Lovely country road, unfortunately closed for construction further down
Both the biketopus and I are not known for being fast in the morning. Thus it was somewhat surprising that we managed to get on the road by 9 am. The breakfast options near the hotel were limited and therefore we started the day with only a gas station muffin for the biketopus and a coffee for me. Our route continued down the same busy road that we had been on the previous night. But the further we got away from the city center the better it got. After about 13 km we finally met up with the Route Verte and the Chemin du Roy, and got our first views of the mighty St. Lawrence. The Chemin du Roy, or King's Highway in English, is a historic route that was built to connect the 17th century settlements on the northern shore of the St. Lawrence. The first kilometers on the Chemin were on really lovely country roads; this shouldn't last long, though, as the road was closed for construction further down and we had to ride up a short but ridiculously steep hill to get to the detour on Route 138. We encountered lots of other cyclists but almost all of them looked like they were only doing day rides or at most credit card touring. The wind kept blowing in our faces -- the dominant wind direction along the St. Lawrence is west/southwest -- and our wimpy breakfast took its toll. We stopped near Neuville in a pretty little park for a Clif Bar break and decided we would get lunch in the next town, Donnacona.

The Route Verte weirdly steers cyclists clear of the city center, probably due to the fact that downtown is located at river level and the bypass on the 138 saves you some climbing. But the strip mall along the highway didn't look too appealing and we went into town. Donnacona is a rather small town and the lunch options were limited but we did find a nice place with an outdoor patio.

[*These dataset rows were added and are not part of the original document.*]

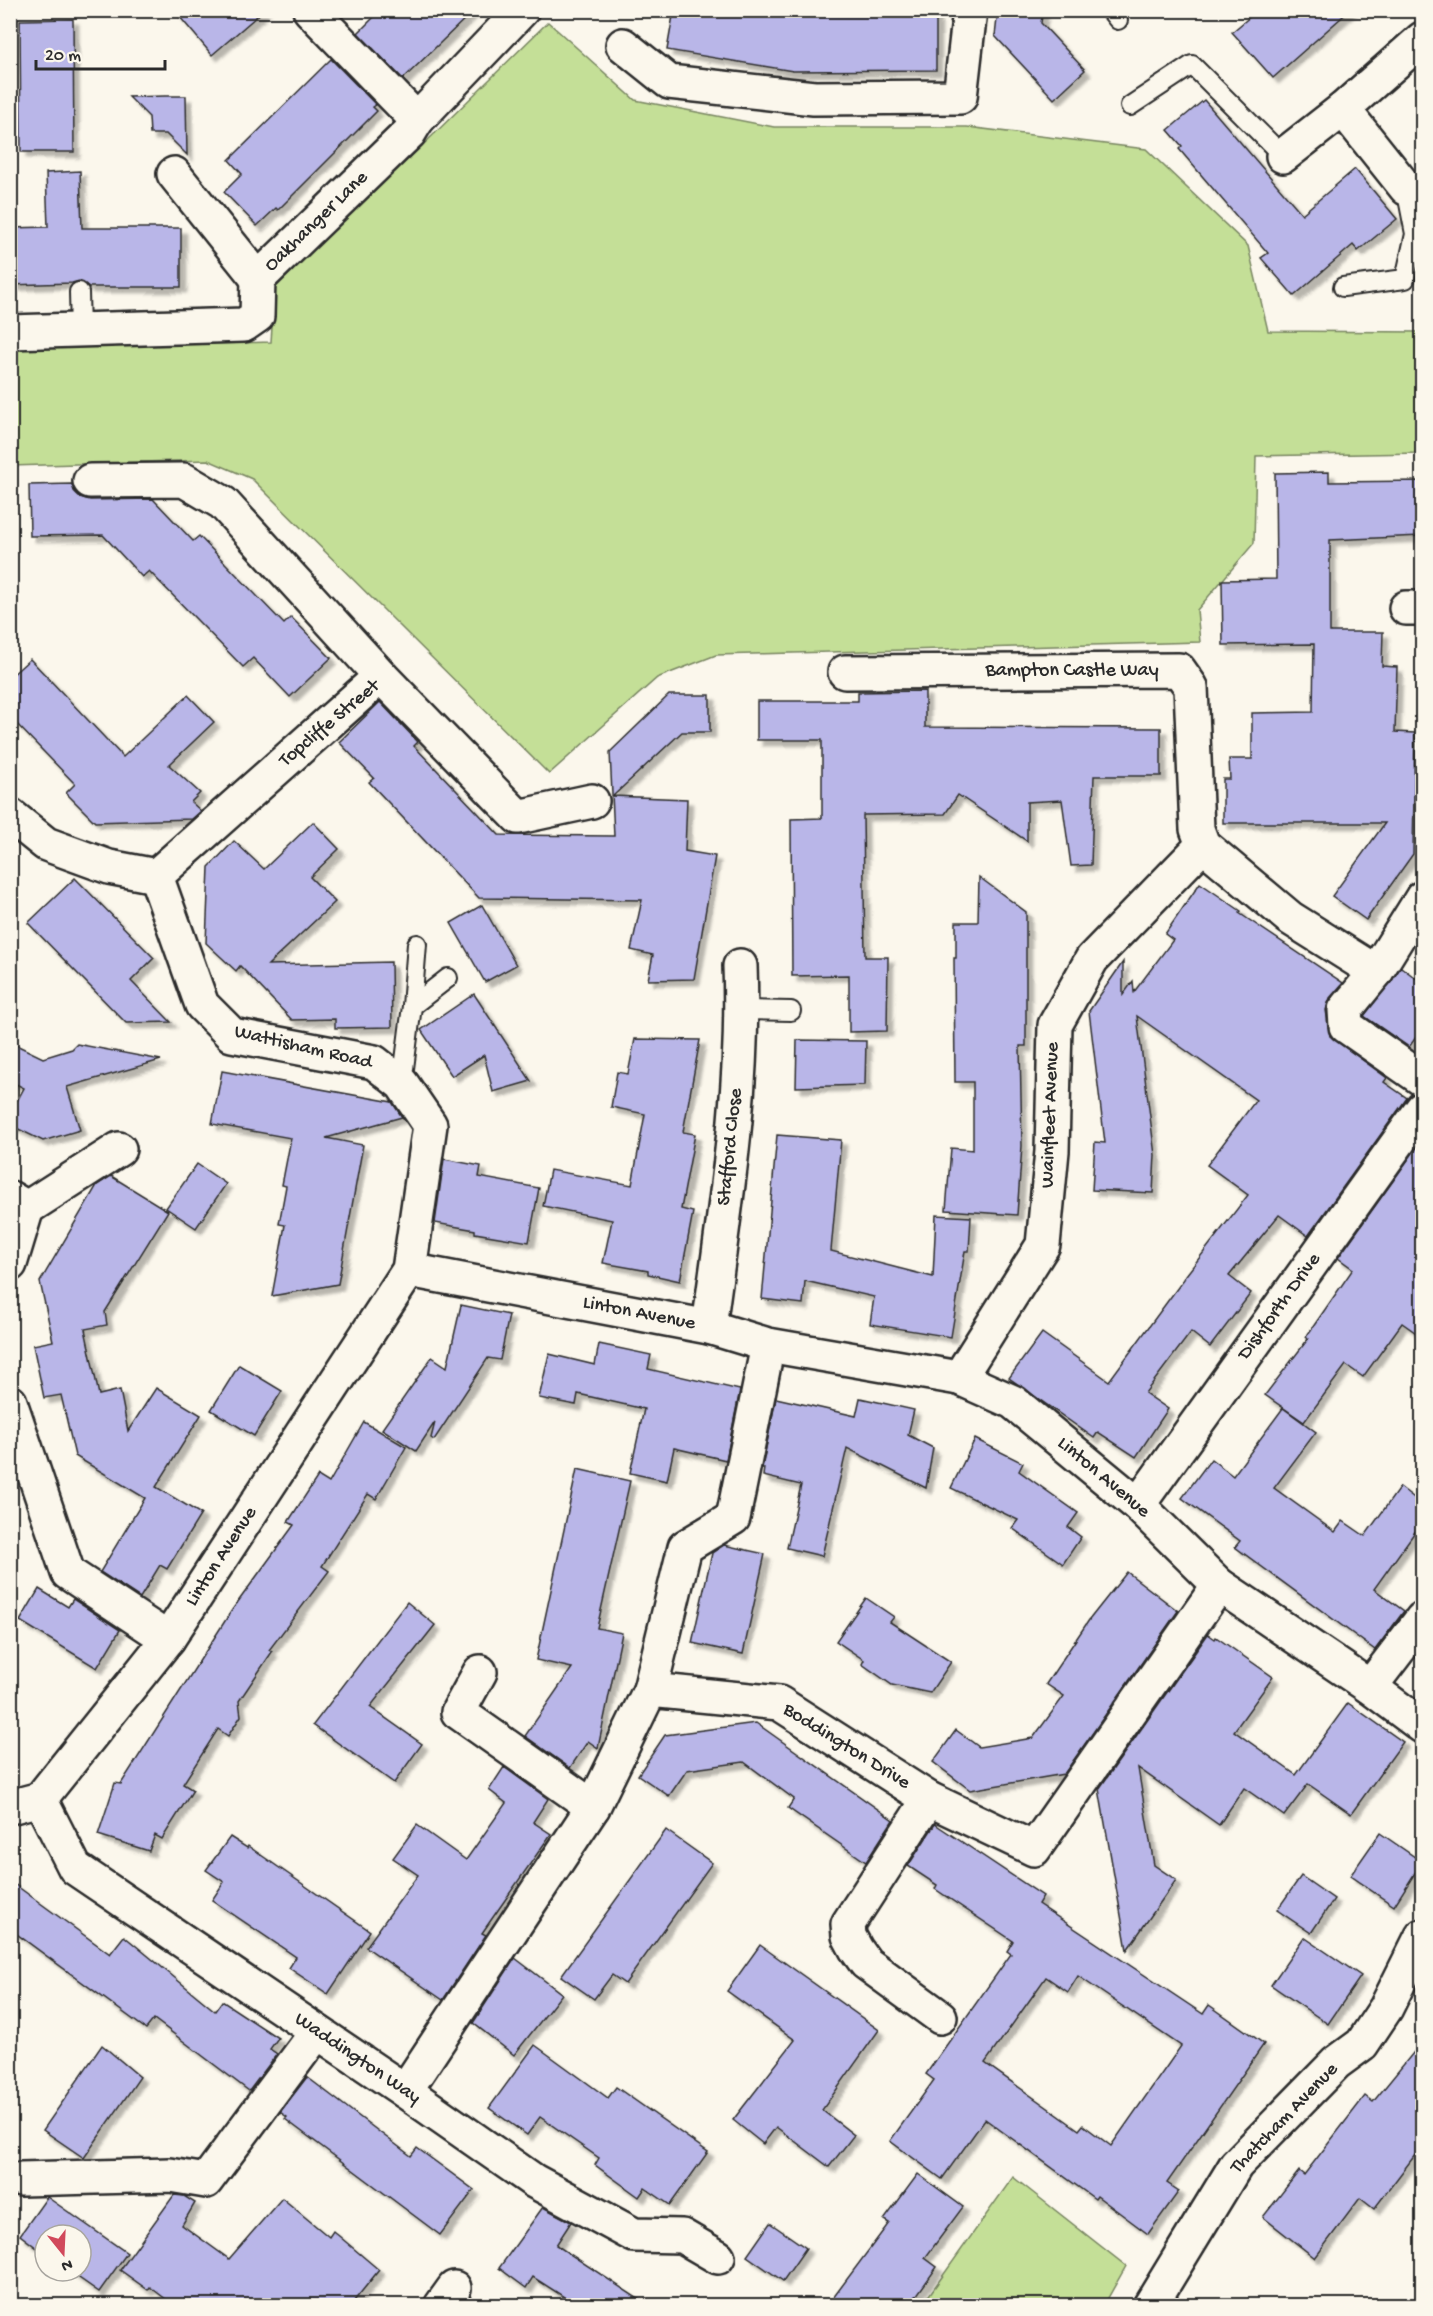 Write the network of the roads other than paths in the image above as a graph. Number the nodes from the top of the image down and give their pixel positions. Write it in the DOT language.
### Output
graph roads {
  1 [pos="309,10"];
  2 [pos="522,10"];
  3 [pos="970,10"];
  4 [pos="1422,39"];
  5 [pos="623,45"];
  6 [pos="1130,106"];
  7 [pos="1343,109"];
  8 [pos="417,120"];
  9 [pos="1283,156"];
  10 [pos="174,174"];
  11 [pos="1406,188"];
  12 [pos="1418,224"];
  13 [pos="258,279"];
  14 [pos="1343,287"];
  15 [pos="79,292"];
  16 [pos="80,330"];
  17 [pos="10,332"];
  18 [pos="90,481"];
  19 [pos="845,672"];
  20 [pos="381,676"];
  21 [pos="592,801"];
  22 [pos="10,815"];
  23 [pos="1203,845"];
  24 [pos="156,876"];
  25 [pos="1422,898"];
  26 [pos="417,944"];
  27 [pos="740,966"];
  28 [pos="1376,972"];
  29 [pos="448,978"];
  30 [pos="412,1006"];
  31 [pos="742,1010"];
  32 [pos="791,1011"];
  33 [pos="1422,1079"];
  34 [pos="402,1084"];
  35 [pos="1422,1109"];
  36 [pos="119,1149"];
  37 [pos="19,1203"];
  38 [pos="10,1264"];
  39 [pos="409,1270"];
  40 [pos="709,1327"];
  41 [pos="768,1345"];
  42 [pos="959,1378"];
  43 [pos="10,1402"];
  44 [pos="1138,1505"];
  45 [pos="1219,1585"];
  46 [pos="1422,1619"];
  47 [pos="168,1640"];
  48 [pos="480,1672"];
  49 [pos="1370,1687"];
  50 [pos="650,1690"];
  51 [pos="1422,1726"];
  52 [pos="929,1799"];
  53 [pos="26,1803"];
  54 [pos="593,1807"];
  55 [pos="1422,1936"];
  56 [pos="940,2017"];
  57 [pos="317,2032"];
  58 [pos="405,2091"];
  59 [pos="21,2179"];
  60 [pos="718,2257"];
  61 [pos="1150,2306"];
  1 -- 8 [label="street"];
  2 -- 8 [label="street, Oakhanger Lane"];
  3 -- 5 [label="street"];
  4 -- 7 [label="street"];
  6 -- 9 [label="lane"];
  7 -- 9 [label="street"];
  7 -- 11 [label="street"];
  8 -- 13 [label="street, Oakhanger Lane"];
  10 -- 13 [label="street, Oakhanger Lane"];
  11 -- 12 [label="lane"];
  12 -- 14 [label="lane"];
  13 -- 16 [label="street"];
  15 -- 16 [label="lane"];
  16 -- 17 [label="street"];
  18 -- 20 [label="street"];
  19 -- 23 [label="street, Bampton Castle Way"];
  20 -- 21 [label="street, Topcliffe Street"];
  20 -- 24 [label="street, Topcliffe Street"];
  22 -- 24 [label="street"];
  23 -- 28 [label="street"];
  23 -- 42 [label="street, Wainfleet Avenue"];
  24 -- 34 [label="street, Wattisham Road"];
  25 -- 28 [label="street"];
  26 -- 30 [label="lane"];
  27 -- 31 [label="street, Stafford Close"];
  28 -- 33 [label="street"];
  29 -- 30 [label="lane"];
  30 -- 34 [label="lane"];
  31 -- 32 [label="lane"];
  31 -- 40 [label="street, Stafford Close"];
  34 -- 39 [label="street, Wattisham Road"];
  35 -- 44 [label="street, Dishforth Drive"];
  36 -- 37 [label="street"];
  37 -- 38 [label="street"];
  39 -- 40 [label="street, Linton Avenue"];
  39 -- 47 [label="street, Linton Avenue"];
  40 -- 41 [label="street, Linton Avenue"];
  41 -- 42 [label="street, Linton Avenue"];
  41 -- 50 [label="street"];
  42 -- 44 [label="street, Linton Avenue"];
  43 -- 47 [label="street"];
  44 -- 45 [label="street, Linton Avenue"];
  45 -- 49 [label="street, Linton Avenue"];
  45 -- 52 [label="street, Boddington Drive"];
  46 -- 49 [label="street"];
  47 -- 53 [label="street, Linton Avenue"];
  48 -- 54 [label="street"];
  49 -- 51 [label="street, Linton Avenue"];
  50 -- 52 [label="street, Boddington Drive"];
  50 -- 54 [label="street"];
  52 -- 56 [label="street"];
  53 -- 57 [label="street, Waddington Way"];
  54 -- 58 [label="street"];
  55 -- 61 [label="street, Thatcham Avenue"];
  57 -- 58 [label="street, Waddington Way"];
  57 -- 59 [label="street"];
  58 -- 60 [label="street, Waddington Way"];
} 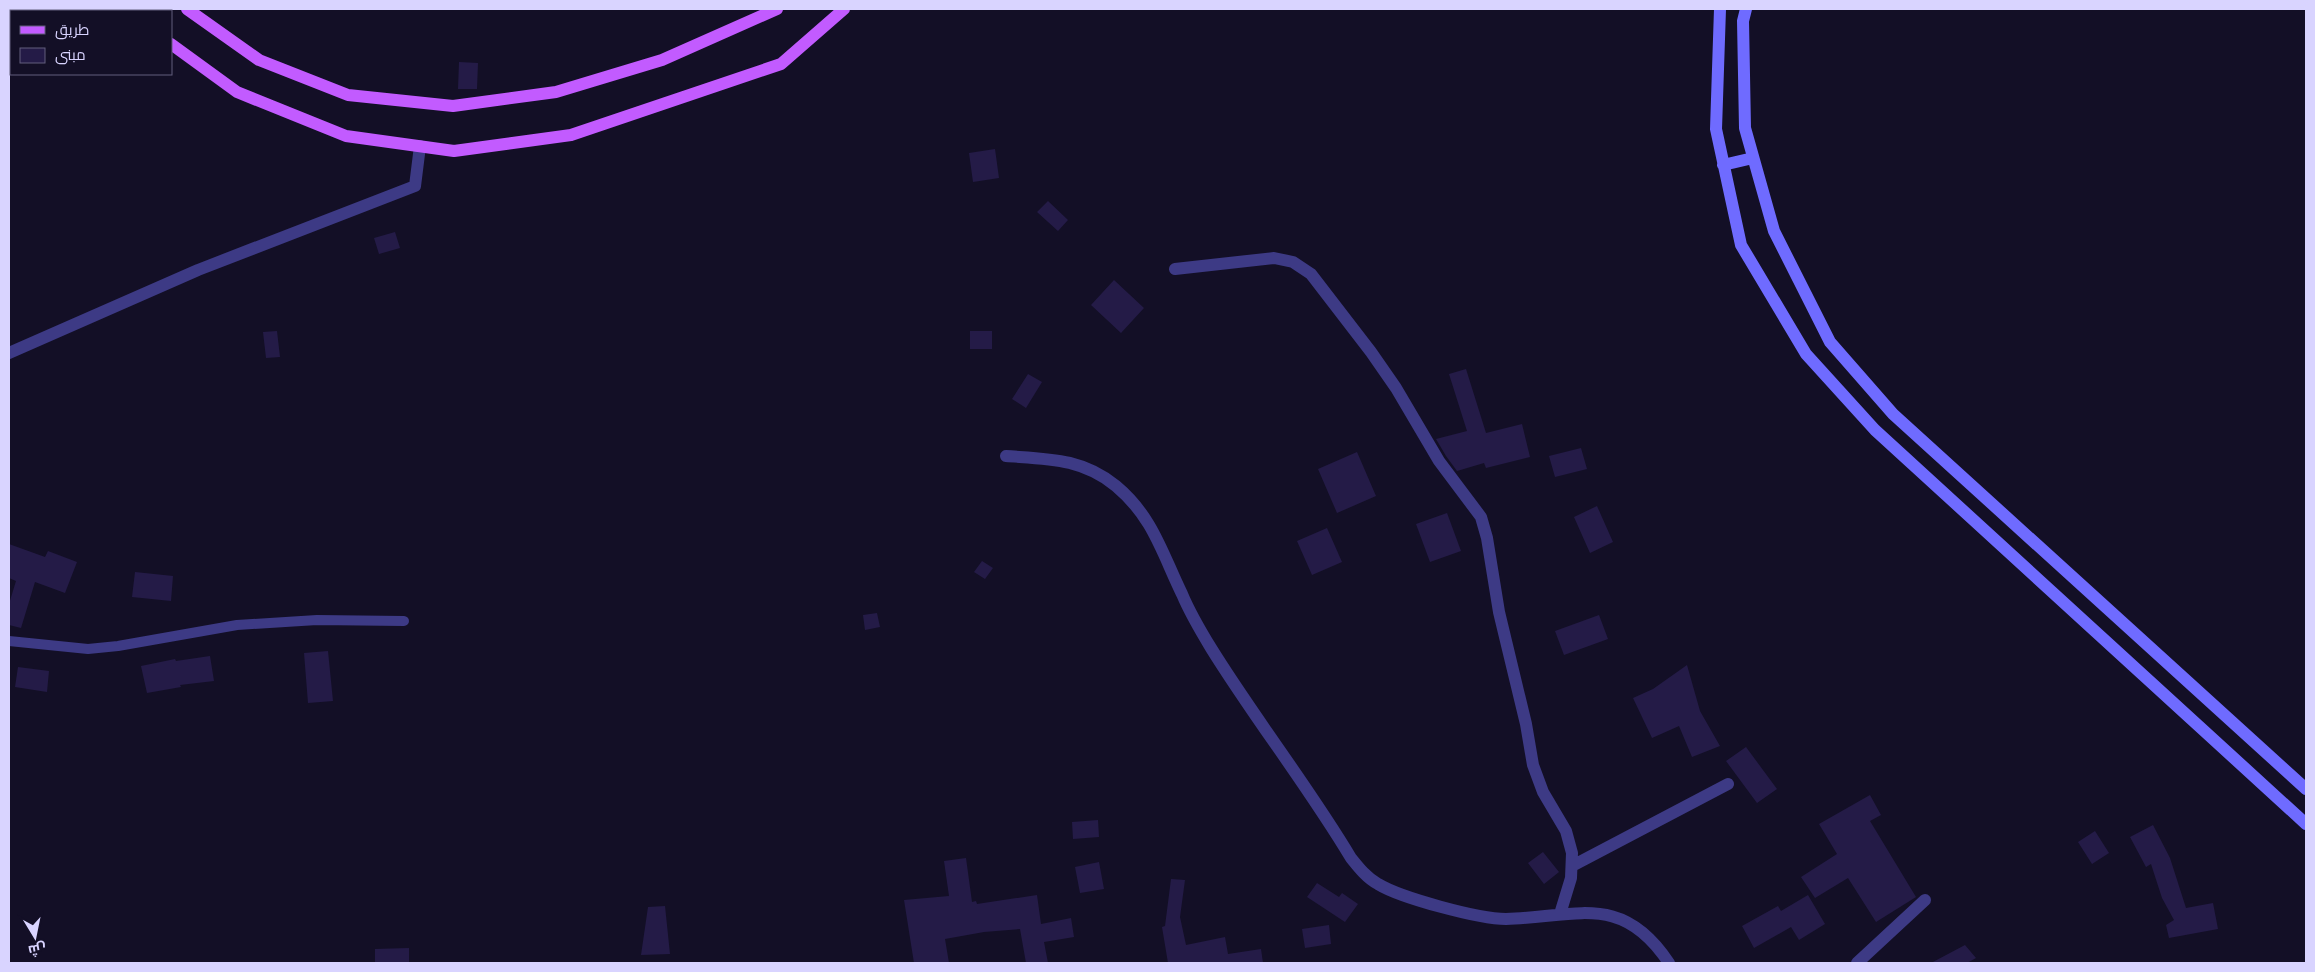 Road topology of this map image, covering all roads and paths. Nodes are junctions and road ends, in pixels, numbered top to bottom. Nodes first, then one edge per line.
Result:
1 (187, 9) edge
2 (777, 9) edge
3 (844, 9) edge
4 (1720, 9) edge
5 (1746, 9) edge
6 (172, 45) edge
7 (420, 146) junction
8 (1754, 158) junction
9 (1723, 165) junction
10 (1175, 269) dead end
11 (9, 354) edge
12 (1006, 456) dead end
13 (404, 621) dead end
14 (9, 641) edge
15 (1728, 784) dead end
16 (2306, 789) edge
17 (2306, 824) edge
18 (1572, 866) junction
19 (1925, 900) dead end
20 (1560, 914) junction
21 (1669, 963) edge
22 (1857, 963) edge

1 - 2 main road
3 - 7 main road
4 - 9 main road
5 - 8 main road
6 - 7 main road
7 - 11 street
8 - 9 main road
8 - 16 main road
9 - 17 main road
10 - 18 street
12 - 20 street
13 - 14 lane
15 - 18 street
18 - 20 street
19 - 22 street
20 - 21 street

Over lunch we finalized our destination for the day. The camping options directly on the route were sparse but we did find a nice sounding campground a little bit further inland. After several attempts we got someone on the phone and they confirmed that they had spaces available. They told us that their office closed at 5 pm but that they'd leave us a map with available sites in case we wouldn't make it in time.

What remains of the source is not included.